Yes, there is an exact mapping between valid private and public key. The public key is essentially a representation of a point of the curve (not at infinity), obtained as the private key's representative integer times the generating point. All the points on the curve (not at infinity) are obtained for some public key, and are a valid public key.

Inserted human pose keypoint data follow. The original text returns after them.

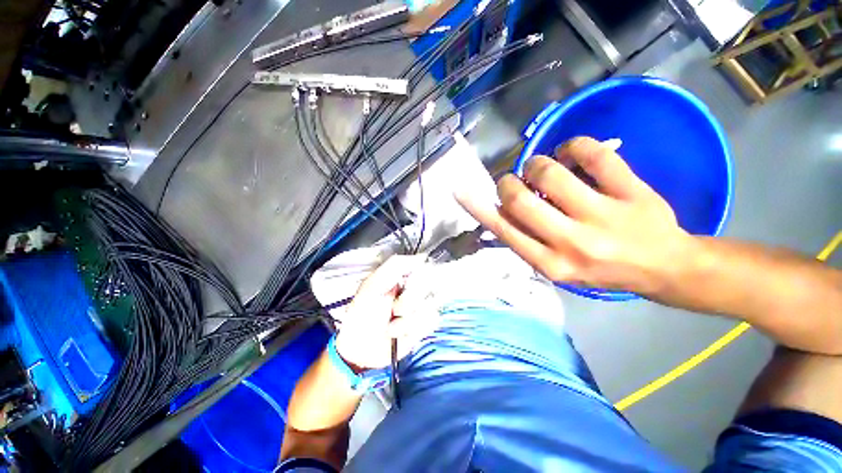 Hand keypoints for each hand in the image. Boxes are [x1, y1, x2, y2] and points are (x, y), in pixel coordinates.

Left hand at [334, 255, 428, 371]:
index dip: (419, 278)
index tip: (407, 286)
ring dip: (407, 320)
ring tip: (392, 325)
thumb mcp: (373, 285)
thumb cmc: (362, 314)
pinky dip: (413, 329)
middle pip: (430, 287)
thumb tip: (423, 257)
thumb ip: (395, 266)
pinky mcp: (424, 324)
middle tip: (392, 309)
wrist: (361, 350)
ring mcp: (420, 307)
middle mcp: (414, 289)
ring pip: (431, 305)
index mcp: (402, 277)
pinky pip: (431, 321)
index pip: (425, 267)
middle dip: (408, 302)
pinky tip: (401, 334)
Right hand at [456, 136, 690, 294]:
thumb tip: (498, 210)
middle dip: (508, 182)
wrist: (664, 268)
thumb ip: (526, 241)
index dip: (478, 208)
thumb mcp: (556, 268)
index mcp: (550, 263)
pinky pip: (593, 153)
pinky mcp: (632, 191)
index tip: (461, 190)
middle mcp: (571, 242)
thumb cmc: (601, 270)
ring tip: (542, 168)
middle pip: (519, 199)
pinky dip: (574, 145)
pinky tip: (573, 152)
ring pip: (550, 172)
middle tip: (514, 179)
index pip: (503, 230)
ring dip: (537, 164)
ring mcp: (603, 215) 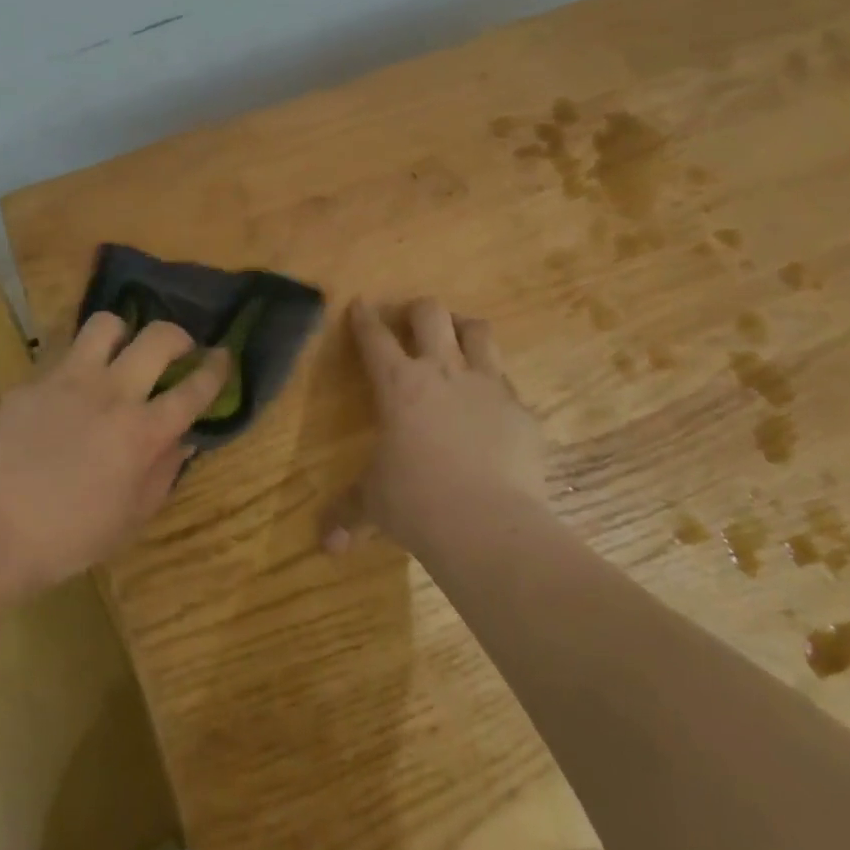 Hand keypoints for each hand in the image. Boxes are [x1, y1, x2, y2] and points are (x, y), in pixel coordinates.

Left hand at [0, 311, 228, 592]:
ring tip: (121, 353)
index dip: (216, 370)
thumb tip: (182, 440)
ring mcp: (69, 380)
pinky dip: (78, 362)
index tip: (224, 358)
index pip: (194, 389)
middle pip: (159, 337)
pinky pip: (63, 353)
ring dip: (124, 334)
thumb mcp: (131, 519)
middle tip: (178, 350)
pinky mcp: (34, 380)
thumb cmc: (68, 539)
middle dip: (178, 336)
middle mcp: (112, 393)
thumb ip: (164, 473)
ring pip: (107, 324)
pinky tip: (71, 386)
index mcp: (143, 432)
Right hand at [323, 298, 543, 556]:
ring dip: (464, 329)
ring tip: (459, 340)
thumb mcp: (374, 504)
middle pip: (430, 313)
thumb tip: (327, 546)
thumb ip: (350, 514)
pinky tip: (493, 408)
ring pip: (478, 331)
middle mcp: (442, 372)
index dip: (364, 317)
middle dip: (418, 310)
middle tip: (413, 322)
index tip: (359, 304)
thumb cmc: (416, 503)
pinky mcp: (522, 411)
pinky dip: (497, 387)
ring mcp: (488, 386)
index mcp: (397, 383)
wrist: (489, 525)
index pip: (374, 336)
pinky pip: (509, 383) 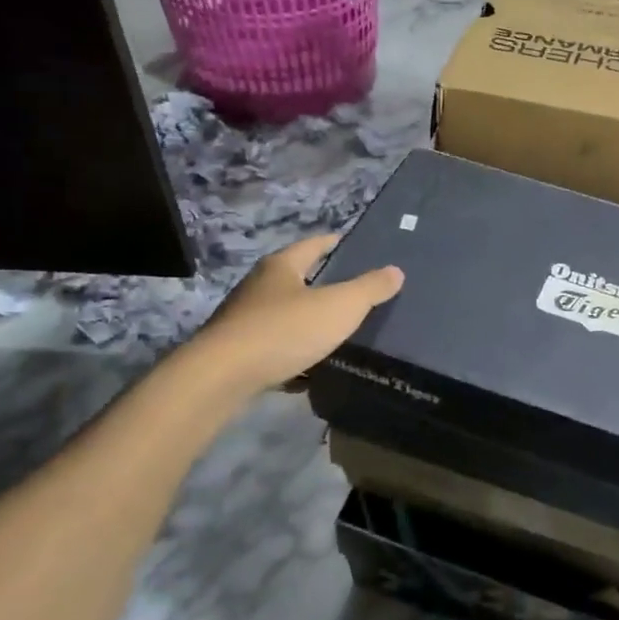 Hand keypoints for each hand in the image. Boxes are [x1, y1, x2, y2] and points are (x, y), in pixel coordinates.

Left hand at [199, 234, 402, 394]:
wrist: (223, 377)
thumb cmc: (285, 330)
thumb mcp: (339, 306)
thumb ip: (369, 288)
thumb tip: (396, 270)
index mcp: (282, 266)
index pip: (314, 245)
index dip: (335, 243)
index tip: (353, 244)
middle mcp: (259, 286)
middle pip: (296, 277)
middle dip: (322, 282)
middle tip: (353, 291)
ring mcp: (244, 319)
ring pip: (285, 313)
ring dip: (307, 319)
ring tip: (337, 330)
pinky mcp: (238, 351)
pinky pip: (275, 345)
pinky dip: (294, 351)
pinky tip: (311, 366) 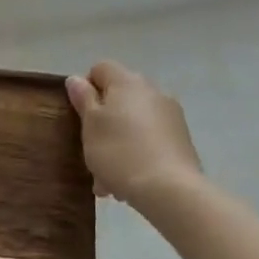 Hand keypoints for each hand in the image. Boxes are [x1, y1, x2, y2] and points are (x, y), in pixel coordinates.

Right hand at [65, 62, 202, 213]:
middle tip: (89, 148)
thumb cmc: (119, 151)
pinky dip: (135, 153)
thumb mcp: (90, 125)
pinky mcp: (182, 140)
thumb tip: (76, 79)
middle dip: (102, 121)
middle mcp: (152, 91)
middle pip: (119, 97)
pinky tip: (125, 181)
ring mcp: (171, 116)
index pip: (101, 68)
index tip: (79, 114)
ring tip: (105, 176)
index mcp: (127, 82)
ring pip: (133, 122)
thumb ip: (83, 99)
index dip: (85, 87)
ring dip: (117, 141)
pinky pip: (149, 140)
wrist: (169, 190) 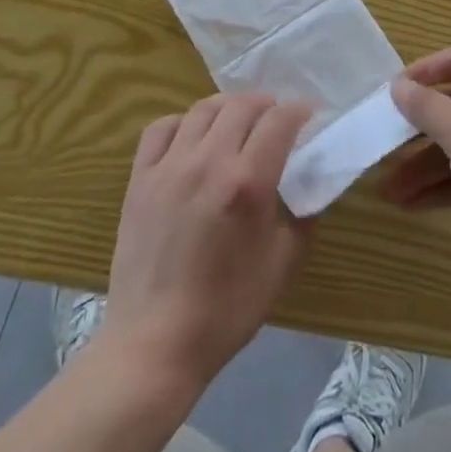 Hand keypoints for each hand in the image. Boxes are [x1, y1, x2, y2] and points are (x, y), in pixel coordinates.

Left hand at [102, 93, 312, 390]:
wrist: (154, 345)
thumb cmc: (226, 310)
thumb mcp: (283, 265)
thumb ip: (302, 215)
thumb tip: (310, 182)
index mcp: (248, 182)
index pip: (280, 120)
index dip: (299, 112)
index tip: (308, 118)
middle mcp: (209, 161)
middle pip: (242, 106)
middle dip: (266, 105)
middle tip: (276, 120)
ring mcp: (170, 167)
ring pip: (203, 110)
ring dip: (227, 108)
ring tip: (237, 122)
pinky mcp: (140, 178)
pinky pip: (162, 128)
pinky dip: (182, 122)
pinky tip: (192, 138)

Depending on if point compression is used or not, a public key for secp256k1 is 257-bit or 512-bit. Testing if an alleged public key is valid amounts to checking if it lies on the curve, which can be made efficiently. Without point compression, we merely need to check if the curve's equation is verified. CodesInChaos's answer beats me at explaining how to do this with point compression.

Answer 3

The answer to the question in the title is yes, provided you define "valid keys" appropriately. Since you also do not name a specific cryptosystem you had in mind, I will assume a common denominator: instances of the elliptic-curve discrete logarithm problem. This leads to the following definitions

• Public parameters: an elliptic curve $E$ and a point $G$ of order $n$. (That is, such that $n$ is the smallest positive integer such that $nG = \infty$.)
• Private key: a uniformly chosen integer $s \in \{0,\dots,n-1\}$. Any integer in that range is a valid private key.
• Public key: the point $H = sG$. Any point which is a multiple of $G$ is a valid public key.

Then the mapping between the set of private keys to the set of public keys is simply $k \mapsto kG$, I claim that this mapping is a bijection.

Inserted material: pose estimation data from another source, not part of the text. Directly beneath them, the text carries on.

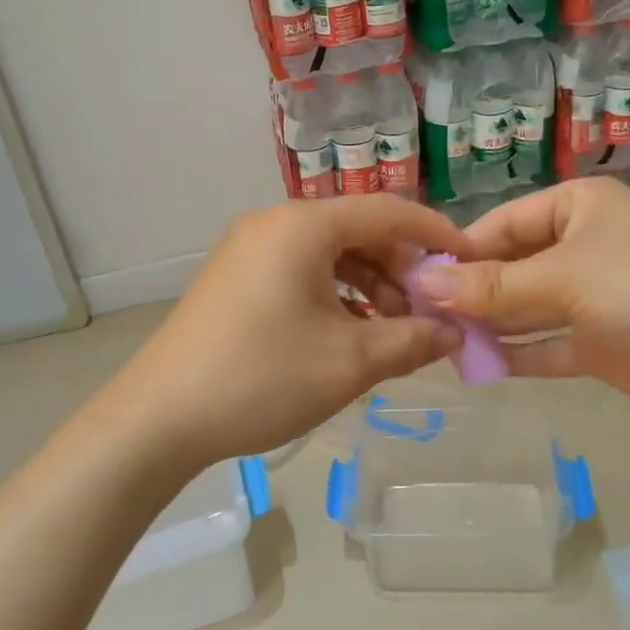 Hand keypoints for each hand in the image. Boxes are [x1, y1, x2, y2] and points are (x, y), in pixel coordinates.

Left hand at [98, 195, 467, 467]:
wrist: (160, 417)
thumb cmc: (262, 378)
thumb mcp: (350, 362)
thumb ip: (412, 339)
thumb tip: (452, 331)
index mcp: (303, 225)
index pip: (387, 211)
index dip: (435, 235)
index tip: (470, 261)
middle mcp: (274, 222)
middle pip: (357, 231)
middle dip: (400, 270)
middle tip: (428, 313)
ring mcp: (249, 248)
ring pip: (328, 254)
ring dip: (368, 286)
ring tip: (391, 332)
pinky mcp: (236, 276)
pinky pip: (300, 271)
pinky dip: (334, 295)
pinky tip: (349, 333)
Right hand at [413, 177, 629, 432]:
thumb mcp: (565, 277)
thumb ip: (494, 286)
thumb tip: (424, 286)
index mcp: (576, 207)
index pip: (502, 224)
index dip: (460, 251)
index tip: (415, 279)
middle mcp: (579, 246)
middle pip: (510, 266)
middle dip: (470, 291)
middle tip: (420, 316)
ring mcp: (589, 297)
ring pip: (524, 307)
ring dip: (487, 324)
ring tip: (438, 341)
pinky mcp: (598, 343)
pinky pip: (544, 344)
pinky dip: (514, 353)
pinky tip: (476, 365) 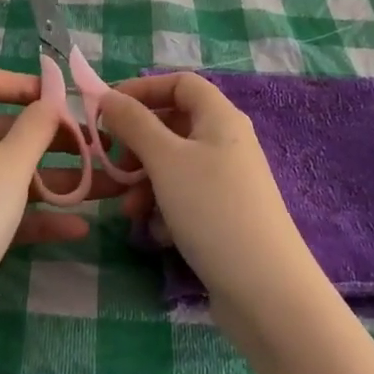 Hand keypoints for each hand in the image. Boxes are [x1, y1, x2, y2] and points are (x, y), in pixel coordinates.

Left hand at [0, 67, 107, 348]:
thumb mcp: (10, 164)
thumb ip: (36, 127)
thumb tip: (49, 101)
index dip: (21, 83)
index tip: (60, 100)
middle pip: (9, 129)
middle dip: (56, 138)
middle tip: (98, 149)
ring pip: (14, 173)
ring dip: (59, 179)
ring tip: (107, 188)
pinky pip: (7, 210)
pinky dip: (39, 215)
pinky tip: (78, 228)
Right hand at [98, 74, 319, 317]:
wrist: (265, 290)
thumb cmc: (212, 210)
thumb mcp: (165, 160)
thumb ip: (134, 123)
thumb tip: (108, 96)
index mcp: (220, 118)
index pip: (180, 83)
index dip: (143, 90)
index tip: (108, 110)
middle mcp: (227, 142)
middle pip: (174, 125)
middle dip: (138, 145)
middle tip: (113, 165)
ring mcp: (228, 181)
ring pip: (175, 166)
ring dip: (146, 183)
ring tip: (130, 211)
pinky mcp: (225, 216)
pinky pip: (186, 198)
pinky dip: (166, 209)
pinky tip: (161, 235)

It is an injection, because if $kG = k'G$, then $kG-k'G = (k-k')G = \infty$. Assuming without loss of generality that $k \ge k'$, $k-k'$ is a non-negative integer smaller than $n$ such that $(k-k')G = \infty$, which implies $k-k' = 0$ since $n$ is the smallest positive integer such that $nG = \infty$.

To show that it is a surjection, we first observe that by definition a private key $H$ is a multiple of $G$, meaning there is an integer $k$ such that $H = kG$. We must show that there always exists such an integer which is a private key, i.e., an integer in $\{0,\dots,n-1\}$. Let $k = nq+r$ be the Euclidean division of $k$ by $n$. Then $H = kG = qnG+rG = q\infty+rG = rG$, so $rG = H$ and since $r \in \{0,\dots,n-1\}$ by definition of the Euclidean division, it is the private key associated with the public key $H$.